A obra de Pollock emergiu durante um período de profunda agitação artística na América – a ascensão do Expressionismo Abstrato. Este movimento, que dominou o mundo da arte durante o final da década de 1940 e início de 1950, buscou libertar-se da arte representacional para explorar novos modos de expressão. O trabalho de Pollock ressoou profundamente com este ethos, alinhando-se aos temas mais amplos de individualismo, espontaneidade e intensidade emocional que caracterizaram o Expressionismo Abstrato.
Contudo, a abordagem de Pollock diferia significativamente de outros expoentes proeminentes do Expressionismo Abstrato, como Mark Rothko e Willem de Kooning. Enquanto Rothko focava em transmitir emoções profundas através de grandes blocos de cor, e de Kooning utilizava pinceladas gestuais para criar figuras dinâmicas, a obra de Pollock era fundamentalmente sobre o próprio processo de pintar – o ato de aplicar a tinta de uma forma direta e sem mediação. Sua conexão com o Surrealismo também informou seu trabalho, particularmente sua exploração da mente subconsciente e o uso de técnicas automáticas.
Apesar de sua vida tragicamente curta, Jackson Pollock deixou uma marca indelével na história da arte.
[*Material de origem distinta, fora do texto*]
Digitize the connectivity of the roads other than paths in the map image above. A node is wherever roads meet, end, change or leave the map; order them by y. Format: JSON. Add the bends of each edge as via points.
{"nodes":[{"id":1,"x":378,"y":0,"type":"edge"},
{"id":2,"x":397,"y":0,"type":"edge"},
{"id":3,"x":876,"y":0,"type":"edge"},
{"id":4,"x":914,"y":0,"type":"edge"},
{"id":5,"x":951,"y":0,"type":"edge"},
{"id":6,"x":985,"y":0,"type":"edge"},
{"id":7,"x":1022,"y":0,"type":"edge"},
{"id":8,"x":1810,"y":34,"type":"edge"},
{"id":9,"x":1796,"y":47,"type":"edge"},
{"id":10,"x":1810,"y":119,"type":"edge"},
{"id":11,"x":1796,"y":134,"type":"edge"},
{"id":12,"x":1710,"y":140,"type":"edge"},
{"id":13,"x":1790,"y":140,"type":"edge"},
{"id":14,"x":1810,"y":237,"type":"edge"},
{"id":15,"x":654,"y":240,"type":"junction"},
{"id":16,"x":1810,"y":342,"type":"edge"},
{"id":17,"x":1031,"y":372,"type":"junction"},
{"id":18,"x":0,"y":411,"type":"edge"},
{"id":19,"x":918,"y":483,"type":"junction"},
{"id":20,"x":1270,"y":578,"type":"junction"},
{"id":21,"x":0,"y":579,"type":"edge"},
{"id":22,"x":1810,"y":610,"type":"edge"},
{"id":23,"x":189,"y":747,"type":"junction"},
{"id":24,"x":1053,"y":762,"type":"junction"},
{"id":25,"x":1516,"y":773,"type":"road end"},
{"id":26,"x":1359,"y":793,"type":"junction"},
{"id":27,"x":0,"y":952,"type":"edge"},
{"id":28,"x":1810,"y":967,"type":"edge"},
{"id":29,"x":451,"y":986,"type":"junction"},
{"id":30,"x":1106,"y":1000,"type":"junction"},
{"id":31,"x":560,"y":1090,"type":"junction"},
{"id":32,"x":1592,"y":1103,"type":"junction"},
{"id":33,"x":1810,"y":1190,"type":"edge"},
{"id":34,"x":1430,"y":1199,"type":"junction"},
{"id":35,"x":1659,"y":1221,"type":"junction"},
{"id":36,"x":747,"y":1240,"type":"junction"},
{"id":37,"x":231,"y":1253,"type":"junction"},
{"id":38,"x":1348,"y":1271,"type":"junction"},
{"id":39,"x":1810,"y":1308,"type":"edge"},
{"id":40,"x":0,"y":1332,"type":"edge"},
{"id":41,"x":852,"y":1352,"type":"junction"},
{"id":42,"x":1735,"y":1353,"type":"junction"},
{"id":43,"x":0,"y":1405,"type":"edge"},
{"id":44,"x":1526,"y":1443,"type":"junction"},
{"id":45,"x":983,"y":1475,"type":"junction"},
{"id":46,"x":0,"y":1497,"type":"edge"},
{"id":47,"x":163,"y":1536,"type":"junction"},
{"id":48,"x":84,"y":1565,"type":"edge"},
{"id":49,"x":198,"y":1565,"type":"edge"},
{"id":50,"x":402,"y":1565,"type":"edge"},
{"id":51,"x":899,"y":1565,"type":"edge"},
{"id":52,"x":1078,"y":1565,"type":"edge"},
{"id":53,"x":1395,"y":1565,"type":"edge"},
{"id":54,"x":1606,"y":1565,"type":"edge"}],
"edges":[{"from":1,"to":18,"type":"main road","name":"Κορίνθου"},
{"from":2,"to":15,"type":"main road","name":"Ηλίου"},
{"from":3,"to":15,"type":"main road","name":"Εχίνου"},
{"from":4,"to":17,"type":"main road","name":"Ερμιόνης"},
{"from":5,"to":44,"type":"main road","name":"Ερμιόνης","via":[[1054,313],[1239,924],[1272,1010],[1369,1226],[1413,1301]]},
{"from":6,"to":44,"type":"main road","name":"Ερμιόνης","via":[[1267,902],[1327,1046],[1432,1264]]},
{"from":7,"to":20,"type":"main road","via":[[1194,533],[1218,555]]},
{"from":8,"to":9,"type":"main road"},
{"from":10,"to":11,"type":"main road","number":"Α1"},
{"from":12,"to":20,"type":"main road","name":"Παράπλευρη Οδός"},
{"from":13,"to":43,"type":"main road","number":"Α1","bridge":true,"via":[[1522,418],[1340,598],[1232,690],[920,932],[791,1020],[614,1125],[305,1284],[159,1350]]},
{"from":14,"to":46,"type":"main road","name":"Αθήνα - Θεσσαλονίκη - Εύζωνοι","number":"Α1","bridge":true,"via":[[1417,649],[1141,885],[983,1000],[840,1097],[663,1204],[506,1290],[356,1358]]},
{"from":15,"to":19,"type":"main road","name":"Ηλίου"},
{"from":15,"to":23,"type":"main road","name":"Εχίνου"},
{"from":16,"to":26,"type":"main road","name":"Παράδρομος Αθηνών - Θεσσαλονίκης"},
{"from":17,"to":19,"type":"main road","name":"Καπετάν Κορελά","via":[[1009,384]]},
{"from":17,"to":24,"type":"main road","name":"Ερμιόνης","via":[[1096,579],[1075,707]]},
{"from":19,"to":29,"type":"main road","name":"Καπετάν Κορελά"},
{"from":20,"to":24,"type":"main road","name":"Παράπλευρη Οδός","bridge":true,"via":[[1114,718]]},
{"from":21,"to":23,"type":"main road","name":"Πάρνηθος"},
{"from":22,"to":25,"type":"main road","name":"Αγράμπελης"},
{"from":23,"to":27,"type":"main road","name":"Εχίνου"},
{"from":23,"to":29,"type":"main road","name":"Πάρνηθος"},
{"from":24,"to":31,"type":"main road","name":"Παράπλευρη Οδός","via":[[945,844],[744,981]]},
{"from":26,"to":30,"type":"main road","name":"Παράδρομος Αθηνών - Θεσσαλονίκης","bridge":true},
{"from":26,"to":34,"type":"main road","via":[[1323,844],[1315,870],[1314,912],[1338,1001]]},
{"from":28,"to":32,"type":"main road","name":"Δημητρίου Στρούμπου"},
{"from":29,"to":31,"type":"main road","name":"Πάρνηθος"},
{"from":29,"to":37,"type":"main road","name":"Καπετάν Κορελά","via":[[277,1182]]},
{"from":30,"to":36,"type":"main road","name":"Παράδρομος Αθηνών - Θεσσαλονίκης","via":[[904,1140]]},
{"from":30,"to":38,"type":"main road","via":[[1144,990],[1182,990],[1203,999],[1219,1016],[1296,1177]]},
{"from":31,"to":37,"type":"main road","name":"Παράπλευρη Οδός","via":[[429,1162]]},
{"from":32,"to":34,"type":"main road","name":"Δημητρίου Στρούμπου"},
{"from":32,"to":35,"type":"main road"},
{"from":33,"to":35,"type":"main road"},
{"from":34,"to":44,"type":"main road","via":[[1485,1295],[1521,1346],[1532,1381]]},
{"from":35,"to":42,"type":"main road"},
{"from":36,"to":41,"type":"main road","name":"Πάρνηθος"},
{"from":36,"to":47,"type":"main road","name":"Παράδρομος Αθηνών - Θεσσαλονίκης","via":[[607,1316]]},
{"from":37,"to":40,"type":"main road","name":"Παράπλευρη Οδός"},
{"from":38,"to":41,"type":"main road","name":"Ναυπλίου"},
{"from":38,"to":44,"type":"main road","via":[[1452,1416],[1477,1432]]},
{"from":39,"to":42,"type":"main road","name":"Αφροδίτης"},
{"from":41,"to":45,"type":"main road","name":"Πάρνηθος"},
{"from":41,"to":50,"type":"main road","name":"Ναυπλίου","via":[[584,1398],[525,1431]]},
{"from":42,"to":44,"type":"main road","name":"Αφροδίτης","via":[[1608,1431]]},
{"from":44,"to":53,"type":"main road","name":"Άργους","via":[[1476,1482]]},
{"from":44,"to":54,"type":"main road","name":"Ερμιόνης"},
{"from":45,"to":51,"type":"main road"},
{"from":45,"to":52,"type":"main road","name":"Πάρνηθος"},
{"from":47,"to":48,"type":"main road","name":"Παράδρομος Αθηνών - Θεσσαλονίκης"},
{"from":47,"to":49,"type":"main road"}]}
Sua técnica inovadora revolucionou a pintura, desafiando noções tradicionais de composição, temática e habilidade artística. Seu trabalho abriu caminho para que gerações subsequentes de artistas explorassem novas formas de expressão e expandissem os limites do que é considerado “arte”.
A influência de Pollock estende-se além do reino da pintura. Sua aceitação do acaso, da espontaneidade e do processo ressoou com artistas de uma vasta gama de disciplinas, incluindo a performance, a arte de instalação e a arte conceitual. Hoje, suas pinturas estão entre as obras de arte mais valiosas e procuradas no mundo, e seu legado continua a inspirar artistas e espectadores da mesma forma. O Museum of Modern Art (MoMA) detém uma das maiores e mais abrangentes coleções da obra de Pollock, garantindo que a visão deste artista revolucionário continue a ser celebrada por gerações vindouras.